The wheelchair and walker are now in storage. Even the apparatus she had installed in her bedroom to get her in and out of bed is a memory. "I don't even use my cane anymore, because I trust him to keep me up."

On the bad days, when Angela can't get out of bed, Toffee will open the refrigerator and bring her a jug of milk. He helps with dropped items, doors and lights. He can even sense changes in Angela's condition and encourage her to rest or sit down.

And he is not just a boon to Angela, but to the whole family. She tears up at the thought of the impact her disease had on them.

"My kids had to give up part of their childhood because they had to get mom things," she said.

And her husband, Gord, who was starting to develop Carpal Tunnel Syndrome and have shoulder problems from moving her, has been relieved of much of those duties.

Angela's MS is the rare genetic-onset form of the disease. The oldest girl in each of the last three generations of her family has been stricken.

Toffee, who was a rescue dog, was originally being trained by RCMP in Red Deer to be a drug-sniffing dog, but he wasn't really working out. One of the K9 officers, who Angela only remembers by the nickname Pumpkin was a close friend of Angela's mother who was herself a dog trainer. Pumpkin offered Toffee to Angela and within six months they had trained him to be exactly what Angela needed him to be.

It's not just awareness of service dogs that Angela wants to promote, though. She said people need to avail themselves of the resources available to them, such as the Annual MS conference she attended last weekend in Saskatoon.

"There wasn't enough people that I know [in Yorkton] with MS there," she said. "I really encourage people to reach the MS Society more than they're doing. The MS Society of Saskatchewan is amazing."

There have been some interesting developments in MS research recently.

First, there is what is being called the Liberation Treatment developed by an Italian researcher who believes there is a causal link between narrowed neck veins that reduce blood flow and allow iron deposits to build up in the brain.

Researchers at the University of British Columbia Hospital MS Clinic are currently recruiting patients for a clinical trial planned to involve approximately 100 patients from B.C. and Quebec.

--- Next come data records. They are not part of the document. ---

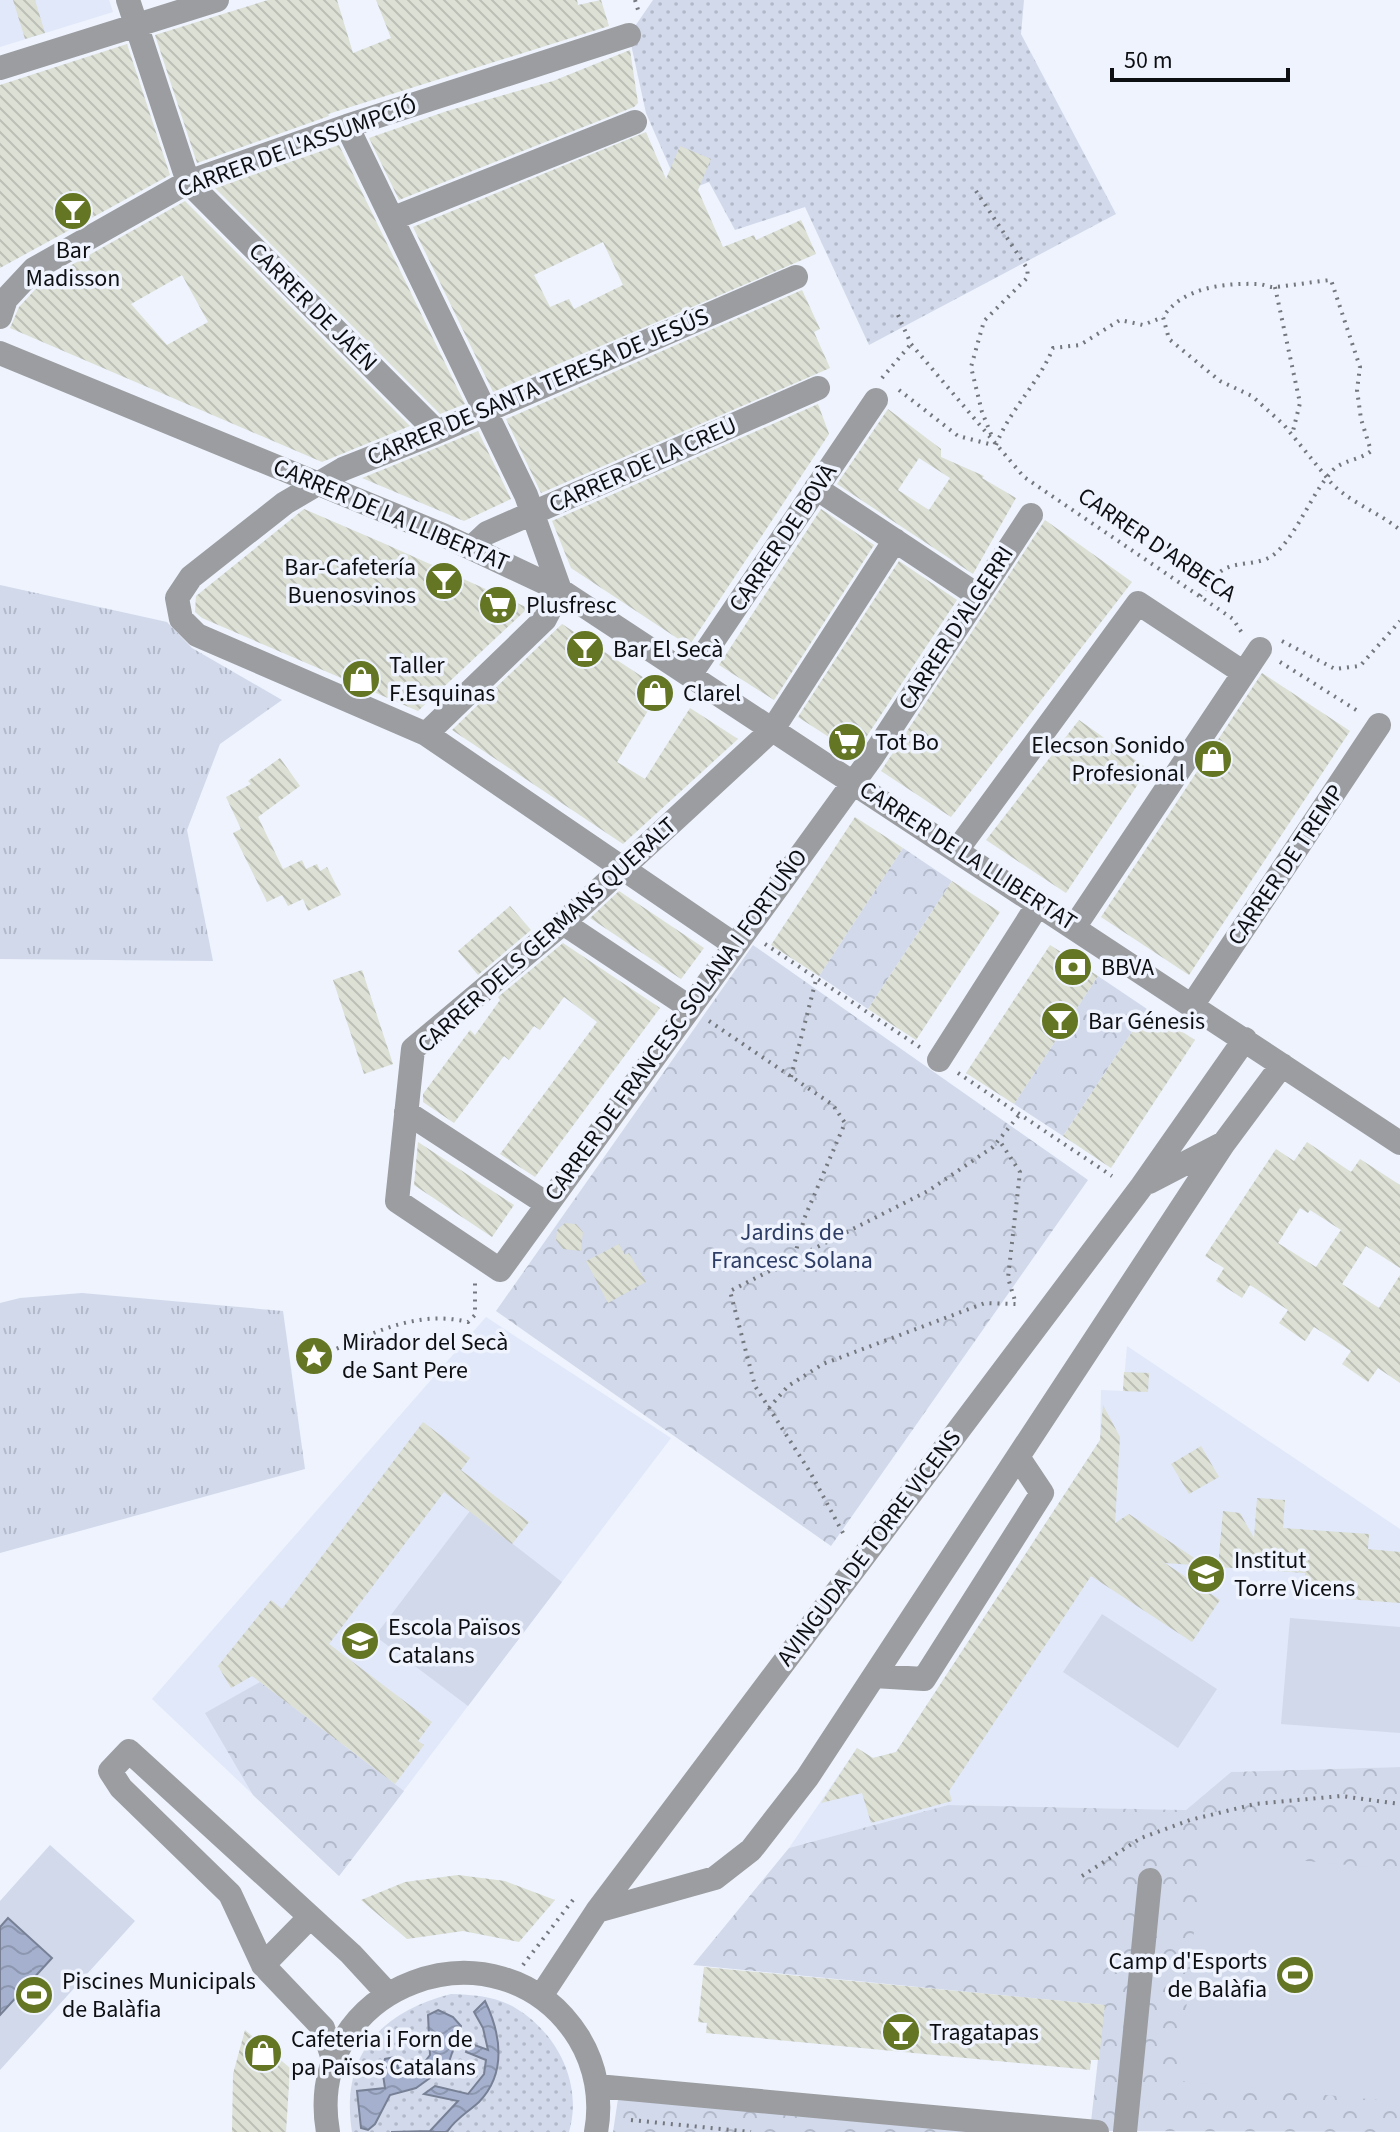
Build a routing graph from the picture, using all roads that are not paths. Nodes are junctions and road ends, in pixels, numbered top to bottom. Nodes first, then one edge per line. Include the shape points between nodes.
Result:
1 (128, 0) edge
2 (217, 0) edge
3 (136, 26) junction
4 (629, 35) dead end
5 (0, 68) edge
6 (635, 122) dead end
7 (347, 126) junction
8 (188, 182) junction
9 (394, 218) junction
10 (796, 277) dead end
11 (2, 302) edge
12 (0, 353) edge
13 (818, 388) dead end
14 (876, 400) dead end
15 (486, 411) junction
16 (437, 432) junction
17 (317, 483) junction
18 (816, 488) junction
19 (533, 513) junction
20 (1031, 515) dead end
21 (895, 540) junction
22 (472, 547) junction
23 (560, 590) junction
24 (977, 595) junction
25 (1260, 649) road end
26 (1244, 673) junction
27 (690, 675) junction
28 (1379, 725) road end
29 (773, 729) junction
30 (426, 734) junction
31 (854, 782) junction
32 (957, 850) junction
33 (624, 866) junction
34 (1039, 903) junction
35 (563, 923) junction
36 (1075, 926) junction
37 (735, 945) junction
38 (1193, 1004) junction
39 (689, 1007) junction
40 (1245, 1039) junction
41 (939, 1060) road end
42 (1282, 1065) junction
43 (406, 1112) junction
44 (1224, 1143) junction
45 (1400, 1143) edge
46 (1142, 1186) junction
47 (547, 1204) junction
48 (500, 1270) joint
49 (1018, 1457) junction
50 (874, 1676) junction
51 (1150, 1880) dead end
52 (597, 1911) junction
53 (310, 1917) junction
54 (263, 1965) junction
55 (387, 1993) junction
56 (541, 1996) junction
57 (333, 2059) junction
58 (597, 2086) junction
59 (328, 2132) edge
60 (596, 2132) edge
61 (1097, 2132) edge
62 (1125, 2132) edge

1 - 3 street
2 - 3 street
3 - 5 street
3 - 8 street
4 - 7 street, CARRER DE L'ASSUMPCIÓ
6 - 9 street
7 - 8 street, CARRER DE L'ASSUMPCIÓ
7 - 9 street
8 - 11 street, CARRER DE L'ASSUMPCIÓ via 34,269
8 - 16 street, CARRER DE JAÉN
9 - 15 street
10 - 15 street, CARRER DE SANTA TERESA DE JESÚS
12 - 17 street, CARRER DE LA LLIBERTAT
13 - 19 street, CARRER DE LA CREU
14 - 18 street, CARRER DE BOVÀ
15 - 16 street, CARRER DE SANTA TERESA DE JESÚS
15 - 19 street
16 - 17 street, CARRER DE SANTA TERESA DE JESÚS
17 - 22 street, CARRER DE LA LLIBERTAT
17 - 30 street, CARRER DE SANTA TERESA DE JESÚS via 191,577 177,598 181,619 197,635
18 - 21 street
18 - 27 street, CARRER DE BOVÀ
19 - 22 street, CARRER DE LA CREU via 487,533
19 - 23 street
20 - 24 street, CARRER D'ALGERRI
21 - 24 street
21 - 29 street, CARRER DELS GERMANS QUERALT
22 - 23 street, CARRER DE LA LLIBERTAT
23 - 27 street, CARRER DE LA LLIBERTAT
23 - 30 street via 545,619
24 - 31 street, CARRER D'ALGERRI
25 - 26 street
26 - 32 street via 1138,603
26 - 36 street
27 - 29 street, CARRER DE LA LLIBERTAT
28 - 38 street, CARRER DE TREMP
29 - 31 street, CARRER DE LA LLIBERTAT
29 - 33 street, CARRER DELS GERMANS QUERALT
30 - 33 street
31 - 32 street, CARRER DE LA LLIBERTAT
31 - 37 street, CARRER DE FRANCESC SOLANA I FORTUÑO
32 - 34 street, CARRER DE LA LLIBERTAT
33 - 35 street, CARRER DELS GERMANS QUERALT
33 - 37 street
34 - 36 street, CARRER DE LA LLIBERTAT
34 - 41 street
35 - 39 street
35 - 43 street, CARRER DELS GERMANS QUERALT via 413,1049
36 - 38 street, CARRER DE LA LLIBERTAT
37 - 39 street, CARRER DE FRANCESC SOLANA I FORTUÑO
38 - 40 street, CARRER DE LA LLIBERTAT
39 - 47 street, CARRER DE FRANCESC SOLANA I FORTUÑO
40 - 42 street, CARRER DE LA LLIBERTAT
40 - 46 street, AVINGUDA DE TORRE VICENS
42 - 44 street, AVINGUDA DE TORRE VICENS
42 - 45 street, CARRER DE LA LLIBERTAT
43 - 47 street
43 - 48 street, CARRER DELS GERMANS QUERALT via 397,1201
44 - 46 street, AVINGUDA DE TORRE VICENS
44 - 49 street, AVINGUDA DE TORRE VICENS
46 - 52 street, AVINGUDA DE TORRE VICENS
47 - 48 street, CARRER DE FRANCESC SOLANA I FORTUÑO
49 - 50 street, AVINGUDA DE TORRE VICENS
49 - 50 street via 1042,1493 924,1679
50 - 52 street, AVINGUDA DE TORRE VICENS via 807,1778 751,1850 715,1878
51 - 62 street
52 - 56 street, AVINGUDA DE TORRE VICENS
53 - 54 street
53 - 54 street via 129,1751 110,1771 230,1894
53 - 55 street
54 - 57 street via 323,2028
55 - 56 street via 427,1976 469,1971 511,1980
55 - 57 street via 355,2022
56 - 58 street via 568,2021 587,2052
57 - 59 street via 323,2108
58 - 60 street
58 - 61 street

Meanwhile, the Saskatchewan government is providing funding for 86 of this province's MS patients to participate in a clinical trial in Albany, New York.

There have been mixed reviews of the treatment. For example, an observational study of several people from Newfoundland and Labrador who went overseas for the treatment found no appreciable benefit.

Angela is taking a wait and see attitude with the Liberation Treatment.

"It's not proven," she said. "I'm waiting for the double-blind to finish."

Another potentially promising development has connections with the University of Saskatchewan. Dr. Valerie Verge, director of the Cameco MS Neuroscience Centre at U of S, spoke at the MS conference.

Verge is part of a team of Canadian researchers under the direction of Dr. Doug Zochodne, a University of Calgary neuroscientist that is developing a novel technique for repairing nerve damage.

"We have identified some of the key repair molecules and how to regulate them," Verge said. "We are close to knowing how to use computer chips to assist the process."

In MS patients damage to the nervous system is created by the person's own immune system attacking a substance called myelin that protects the conduits between nerve cells (called axons). With the communication between nerve cells disrupted, MS sufferers can lose feeling and control over their bodies.

Angela was very encouraged by what she heard at the conference, but no one knows for sure how far away scientists are from a cure for MS. In the meantime, Angela believes people with MS should definitely investigate whether a service dog is right for them.